Determine the Distribution of \(\widehat{\mathbf{Y}}\)

Given \(\hat{\mathbf{Y}}=\mathbf{X} \widehat{\boldsymbol{\beta}}\), we insert \(\widehat{\boldsymbol{\beta}}\) into the equation and apply the properties of expected value and variance. Because both \(\mathbf{X}\) and \(\sigma^{2}\) are non-random, we find \(\hat{\mathbf{Y}}\) to be a linear transformation of a normally distributed variable and thus its distribution is \(N (\mathbf{X\boldsymbol{\beta}}, \sigma^2\mathbf{X}(\mathbf{X}^\prime \mathbf{X})^{-1}\mathbf{X}')\).

Determine the Distribution of \(\widehat{\mathbf{e}}\)

We have \(\widehat{\mathbf{e}}=\mathbf{Y}-\hat{\mathbf{Y}}\). Substituting the respective values and following similar steps to before, we see that \(\widehat{\mathbf{e}}\) is distributed as \(N(0, \sigma^2(\mathbf{I}-\mathbf{X}(\mathbf{X}^\prime \mathbf{X})^{-1}\mathbf{X}^\prime))\).

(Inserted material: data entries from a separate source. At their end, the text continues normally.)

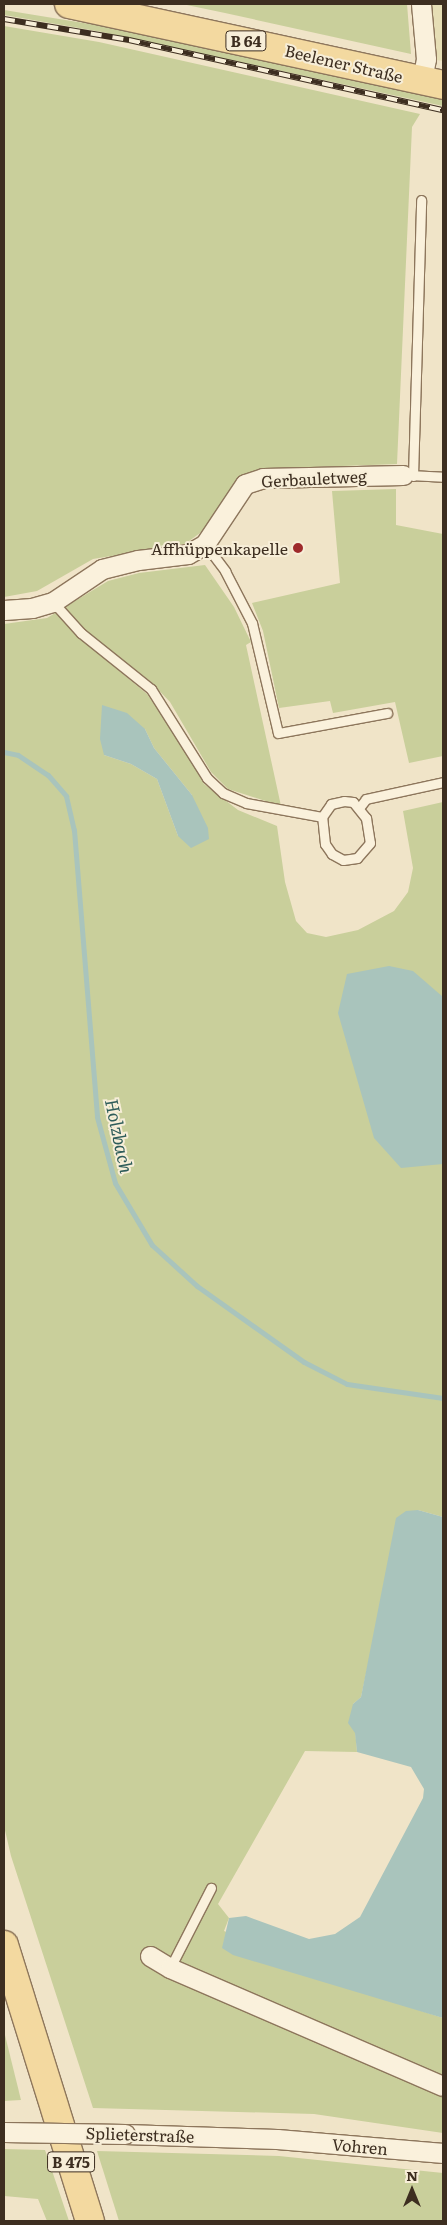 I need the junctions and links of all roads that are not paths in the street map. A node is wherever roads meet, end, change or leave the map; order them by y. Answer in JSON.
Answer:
{"nodes":[{"id":1,"x":69,"y":4,"type":"edge"},
{"id":2,"x":421,"y":4,"type":"edge"},
{"id":3,"x":433,"y":82,"type":"edge"},
{"id":4,"x":421,"y":200,"type":"dead end"},
{"id":5,"x":408,"y":475,"type":"junction"},
{"id":6,"x":443,"y":477,"type":"edge"},
{"id":7,"x":206,"y":544,"type":"junction"},
{"id":8,"x":53,"y":602,"type":"junction"},
{"id":9,"x":4,"y":610,"type":"edge"},
{"id":10,"x":386,"y":713,"type":"dead end"},
{"id":11,"x":443,"y":782,"type":"edge"},
{"id":12,"x":359,"y":808,"type":"junction"},
{"id":13,"x":322,"y":817,"type":"junction"},
{"id":14,"x":210,"y":1888,"type":"dead end"},
{"id":15,"x":4,"y":1945,"type":"edge"},
{"id":16,"x":150,"y":1956,"type":"dead end"},
{"id":17,"x":170,"y":1968,"type":"junction"},
{"id":18,"x":443,"y":2086,"type":"edge"},
{"id":19,"x":4,"y":2132,"type":"edge"},
{"id":20,"x":277,"y":2138,"type":"joint"},
{"id":21,"x":443,"y":2153,"type":"edge"},
{"id":22,"x":90,"y":2221,"type":"edge"}],
"edges":[{"from":1,"to":3,"type":"main road","name":"Beelener Straße","number":"B 64"},
{"from":2,"to":3,"type":"street"},
{"from":4,"to":5,"type":"lane"},
{"from":5,"to":6,"type":"lane"},
{"from":5,"to":7,"type":"street","name":"Gerbauletweg"},
{"from":7,"to":8,"type":"street"},
{"from":7,"to":10,"type":"lane"},
{"from":8,"to":9,"type":"street"},
{"from":8,"to":13,"type":"lane"},
{"from":11,"to":12,"type":"lane"},
{"from":12,"to":13,"type":"lane"},
{"from":12,"to":13,"type":"lane"},
{"from":14,"to":17,"type":"lane"},
{"from":15,"to":22,"type":"main road","number":"B 475"},
{"from":16,"to":17,"type":"street"},
{"from":17,"to":18,"type":"street"},
{"from":19,"to":20,"type":"street","name":"Splieterstraße","bridge":true},
{"from":20,"to":21,"type":"street","name":"Vohren"}]}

Show Independence of \(\hat{\mathbf{Y}}\) and \(\widehat{\mathbf{e}}\)

Firstly, we express \(\hat{\mathbf{Y}}\) and \(\widehat{\mathbf{e}}\) as linear functions of \(\mathbf{Y}\). Then, we find the covariance between the two. After simplifications, the covariance is zero, implying independence because both \(\hat{\mathbf{Y}}\) and \(\widehat{\mathbf{e}}\) are normal.

Show \(\widehat{\beta}\) Solves the Least Squares Problem

The least squares problem aims to minimize the residual sum of squares (RSS), denoted as \(\|\mathbf{Y}-\mathbf{X} \mathbf{b}\|^{2}\). If we take the derivative of RSS with respect to b, set it to zero, and solve for b, we can prove \(\widehat{\beta}\) is the solution to the least squares problem.